> **GOAL OF THE EXERCISE**: Collect all lines below with the string "nodes".

---- SUPPLIED DATA

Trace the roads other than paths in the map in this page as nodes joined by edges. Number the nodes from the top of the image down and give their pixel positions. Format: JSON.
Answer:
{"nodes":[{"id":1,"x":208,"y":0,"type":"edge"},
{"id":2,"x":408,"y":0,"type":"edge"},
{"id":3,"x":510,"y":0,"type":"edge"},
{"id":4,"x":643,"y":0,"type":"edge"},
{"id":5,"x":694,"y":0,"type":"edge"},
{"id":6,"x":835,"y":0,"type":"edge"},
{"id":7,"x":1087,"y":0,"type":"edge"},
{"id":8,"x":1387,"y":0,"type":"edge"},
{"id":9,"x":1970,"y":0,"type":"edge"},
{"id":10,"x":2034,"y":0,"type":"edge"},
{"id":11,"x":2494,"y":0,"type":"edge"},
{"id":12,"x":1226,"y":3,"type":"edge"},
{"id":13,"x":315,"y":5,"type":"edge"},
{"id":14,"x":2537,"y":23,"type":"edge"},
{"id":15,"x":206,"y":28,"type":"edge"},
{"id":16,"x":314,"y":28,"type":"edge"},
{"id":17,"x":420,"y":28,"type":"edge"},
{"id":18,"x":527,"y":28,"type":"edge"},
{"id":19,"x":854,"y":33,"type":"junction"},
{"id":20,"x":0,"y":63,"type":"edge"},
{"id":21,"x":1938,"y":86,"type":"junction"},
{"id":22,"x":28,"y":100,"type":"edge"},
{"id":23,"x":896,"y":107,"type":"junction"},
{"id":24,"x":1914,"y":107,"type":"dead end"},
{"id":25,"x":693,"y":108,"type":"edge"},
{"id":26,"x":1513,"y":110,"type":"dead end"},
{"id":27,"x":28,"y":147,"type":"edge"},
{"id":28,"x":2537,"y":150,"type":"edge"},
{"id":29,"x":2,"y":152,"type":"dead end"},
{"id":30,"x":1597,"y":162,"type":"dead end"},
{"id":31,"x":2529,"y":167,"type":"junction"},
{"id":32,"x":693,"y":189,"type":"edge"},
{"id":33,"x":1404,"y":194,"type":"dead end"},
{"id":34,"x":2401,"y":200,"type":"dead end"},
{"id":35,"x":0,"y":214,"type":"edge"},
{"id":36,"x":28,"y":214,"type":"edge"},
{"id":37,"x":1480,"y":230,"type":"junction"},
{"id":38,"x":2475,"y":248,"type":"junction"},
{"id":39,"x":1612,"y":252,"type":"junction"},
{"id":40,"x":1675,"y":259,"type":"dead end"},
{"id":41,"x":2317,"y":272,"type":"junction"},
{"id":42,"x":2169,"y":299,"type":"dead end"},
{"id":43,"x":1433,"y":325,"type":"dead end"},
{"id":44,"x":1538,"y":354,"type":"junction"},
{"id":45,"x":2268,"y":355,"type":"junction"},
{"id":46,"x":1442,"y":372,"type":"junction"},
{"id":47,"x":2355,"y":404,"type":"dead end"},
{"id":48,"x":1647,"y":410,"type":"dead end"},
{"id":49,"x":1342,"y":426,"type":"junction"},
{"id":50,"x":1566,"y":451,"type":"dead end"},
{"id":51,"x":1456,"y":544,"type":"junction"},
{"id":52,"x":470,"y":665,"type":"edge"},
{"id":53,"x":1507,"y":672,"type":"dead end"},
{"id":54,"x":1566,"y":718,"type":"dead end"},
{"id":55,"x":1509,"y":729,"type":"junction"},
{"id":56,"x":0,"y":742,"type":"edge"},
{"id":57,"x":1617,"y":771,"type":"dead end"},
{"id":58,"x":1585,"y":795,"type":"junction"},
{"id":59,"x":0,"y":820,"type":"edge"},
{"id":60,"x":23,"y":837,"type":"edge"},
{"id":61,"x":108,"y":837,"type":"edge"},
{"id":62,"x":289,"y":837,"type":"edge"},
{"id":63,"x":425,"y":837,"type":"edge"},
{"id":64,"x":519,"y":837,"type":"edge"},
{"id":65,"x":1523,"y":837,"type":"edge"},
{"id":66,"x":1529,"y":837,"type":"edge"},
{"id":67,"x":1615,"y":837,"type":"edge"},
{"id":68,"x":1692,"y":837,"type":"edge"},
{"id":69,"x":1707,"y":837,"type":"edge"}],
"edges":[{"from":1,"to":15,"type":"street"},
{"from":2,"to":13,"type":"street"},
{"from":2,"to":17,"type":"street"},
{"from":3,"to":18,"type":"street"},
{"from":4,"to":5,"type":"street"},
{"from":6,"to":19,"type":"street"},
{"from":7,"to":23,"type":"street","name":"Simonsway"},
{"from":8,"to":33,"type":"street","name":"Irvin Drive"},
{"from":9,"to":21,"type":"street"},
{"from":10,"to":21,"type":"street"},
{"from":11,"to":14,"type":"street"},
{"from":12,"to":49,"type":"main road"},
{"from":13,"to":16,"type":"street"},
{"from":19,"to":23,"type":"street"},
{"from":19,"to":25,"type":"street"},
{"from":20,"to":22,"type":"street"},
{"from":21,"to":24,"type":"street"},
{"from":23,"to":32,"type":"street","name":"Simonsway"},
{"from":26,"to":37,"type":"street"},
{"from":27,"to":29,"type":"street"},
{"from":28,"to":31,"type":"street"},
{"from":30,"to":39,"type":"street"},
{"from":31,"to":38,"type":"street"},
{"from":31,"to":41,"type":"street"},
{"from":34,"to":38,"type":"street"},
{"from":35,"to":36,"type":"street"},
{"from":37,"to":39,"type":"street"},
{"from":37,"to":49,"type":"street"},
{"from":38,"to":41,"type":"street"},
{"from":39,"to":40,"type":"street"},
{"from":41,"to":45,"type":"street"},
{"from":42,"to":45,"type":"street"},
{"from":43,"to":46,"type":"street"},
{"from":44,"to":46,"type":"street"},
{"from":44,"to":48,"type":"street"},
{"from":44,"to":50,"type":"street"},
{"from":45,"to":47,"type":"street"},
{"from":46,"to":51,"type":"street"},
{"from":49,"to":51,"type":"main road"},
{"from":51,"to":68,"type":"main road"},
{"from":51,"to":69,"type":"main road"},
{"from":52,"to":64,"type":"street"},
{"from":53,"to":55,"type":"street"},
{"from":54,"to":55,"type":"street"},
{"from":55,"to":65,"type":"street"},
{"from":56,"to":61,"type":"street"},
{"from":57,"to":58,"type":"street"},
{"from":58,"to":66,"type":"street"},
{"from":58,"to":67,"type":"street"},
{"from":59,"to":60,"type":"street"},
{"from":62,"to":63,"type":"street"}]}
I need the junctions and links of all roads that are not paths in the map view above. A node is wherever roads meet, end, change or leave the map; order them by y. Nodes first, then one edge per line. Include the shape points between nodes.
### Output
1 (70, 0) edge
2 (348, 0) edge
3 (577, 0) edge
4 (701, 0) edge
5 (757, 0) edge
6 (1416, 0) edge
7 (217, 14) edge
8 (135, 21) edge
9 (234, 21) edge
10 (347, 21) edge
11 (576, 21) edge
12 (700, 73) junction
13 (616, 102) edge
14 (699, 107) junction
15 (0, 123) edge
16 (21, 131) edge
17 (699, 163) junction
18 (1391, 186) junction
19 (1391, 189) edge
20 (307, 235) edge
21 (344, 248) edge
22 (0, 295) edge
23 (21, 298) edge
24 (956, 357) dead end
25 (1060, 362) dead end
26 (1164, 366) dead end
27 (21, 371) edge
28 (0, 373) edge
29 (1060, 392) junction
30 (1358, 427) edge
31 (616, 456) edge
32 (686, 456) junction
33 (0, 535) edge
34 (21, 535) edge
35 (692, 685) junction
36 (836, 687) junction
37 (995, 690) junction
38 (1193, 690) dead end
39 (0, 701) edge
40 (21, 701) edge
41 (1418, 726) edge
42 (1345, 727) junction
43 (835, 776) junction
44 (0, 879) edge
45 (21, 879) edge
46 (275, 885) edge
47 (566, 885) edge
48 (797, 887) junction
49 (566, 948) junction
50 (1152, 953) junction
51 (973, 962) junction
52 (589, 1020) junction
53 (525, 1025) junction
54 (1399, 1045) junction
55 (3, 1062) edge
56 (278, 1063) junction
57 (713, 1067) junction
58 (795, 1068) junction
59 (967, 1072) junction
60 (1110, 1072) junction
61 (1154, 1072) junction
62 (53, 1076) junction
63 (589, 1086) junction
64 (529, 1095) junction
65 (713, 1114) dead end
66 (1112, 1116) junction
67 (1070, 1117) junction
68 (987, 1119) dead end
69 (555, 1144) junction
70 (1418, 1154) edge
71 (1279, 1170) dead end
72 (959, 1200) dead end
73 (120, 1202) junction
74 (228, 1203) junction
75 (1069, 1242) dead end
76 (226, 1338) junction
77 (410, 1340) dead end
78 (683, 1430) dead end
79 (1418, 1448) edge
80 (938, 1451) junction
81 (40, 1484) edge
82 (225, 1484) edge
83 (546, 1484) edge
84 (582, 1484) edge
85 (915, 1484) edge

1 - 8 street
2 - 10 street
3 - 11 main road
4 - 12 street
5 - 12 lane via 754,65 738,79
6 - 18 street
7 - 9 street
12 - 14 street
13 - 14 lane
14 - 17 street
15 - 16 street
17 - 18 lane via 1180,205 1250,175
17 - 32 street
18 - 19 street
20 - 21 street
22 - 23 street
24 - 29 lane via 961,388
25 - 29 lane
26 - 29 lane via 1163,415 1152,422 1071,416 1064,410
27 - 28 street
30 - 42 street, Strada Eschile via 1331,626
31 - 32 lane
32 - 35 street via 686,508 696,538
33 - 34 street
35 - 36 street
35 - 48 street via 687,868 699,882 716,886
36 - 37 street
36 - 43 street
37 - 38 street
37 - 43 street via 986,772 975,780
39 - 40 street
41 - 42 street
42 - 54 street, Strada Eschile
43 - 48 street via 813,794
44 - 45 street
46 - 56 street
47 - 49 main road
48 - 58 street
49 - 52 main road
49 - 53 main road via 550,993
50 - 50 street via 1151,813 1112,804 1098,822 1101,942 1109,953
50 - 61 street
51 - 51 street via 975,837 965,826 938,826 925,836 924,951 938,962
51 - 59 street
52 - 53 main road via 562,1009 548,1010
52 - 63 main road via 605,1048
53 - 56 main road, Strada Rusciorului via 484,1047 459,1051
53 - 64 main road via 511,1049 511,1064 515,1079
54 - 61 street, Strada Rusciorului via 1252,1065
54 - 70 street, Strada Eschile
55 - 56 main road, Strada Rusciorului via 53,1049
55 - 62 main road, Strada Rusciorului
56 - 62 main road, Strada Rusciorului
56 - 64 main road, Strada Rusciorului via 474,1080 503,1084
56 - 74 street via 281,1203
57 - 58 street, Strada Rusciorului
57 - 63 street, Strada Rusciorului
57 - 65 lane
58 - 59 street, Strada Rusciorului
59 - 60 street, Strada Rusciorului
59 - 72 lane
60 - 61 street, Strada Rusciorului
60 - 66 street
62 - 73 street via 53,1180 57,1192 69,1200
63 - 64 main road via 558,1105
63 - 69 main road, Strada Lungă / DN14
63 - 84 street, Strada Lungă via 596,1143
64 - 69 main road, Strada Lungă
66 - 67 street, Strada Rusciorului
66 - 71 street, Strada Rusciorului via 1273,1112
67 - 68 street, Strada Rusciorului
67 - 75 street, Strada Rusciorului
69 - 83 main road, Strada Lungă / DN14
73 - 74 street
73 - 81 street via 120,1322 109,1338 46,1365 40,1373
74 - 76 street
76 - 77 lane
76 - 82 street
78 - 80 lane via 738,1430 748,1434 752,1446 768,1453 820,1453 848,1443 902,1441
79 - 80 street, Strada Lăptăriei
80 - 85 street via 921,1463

--------

> **COMPLETED EXERCISE**:
Trace the roads other than paths in the map in this page as nodes joined by edges. Number the nodes from the top of the image down and give their pixel positions. Format: JSON.
{"nodes":[{"id":1,"x":208,"y":0,"type":"edge"},
I need the junctions and links of all roads that are not paths in the map view above. A node is wherever roads meet, end, change or leave the map; order them by y. Nodes first, then one edge per line. Include the shape points between nodes.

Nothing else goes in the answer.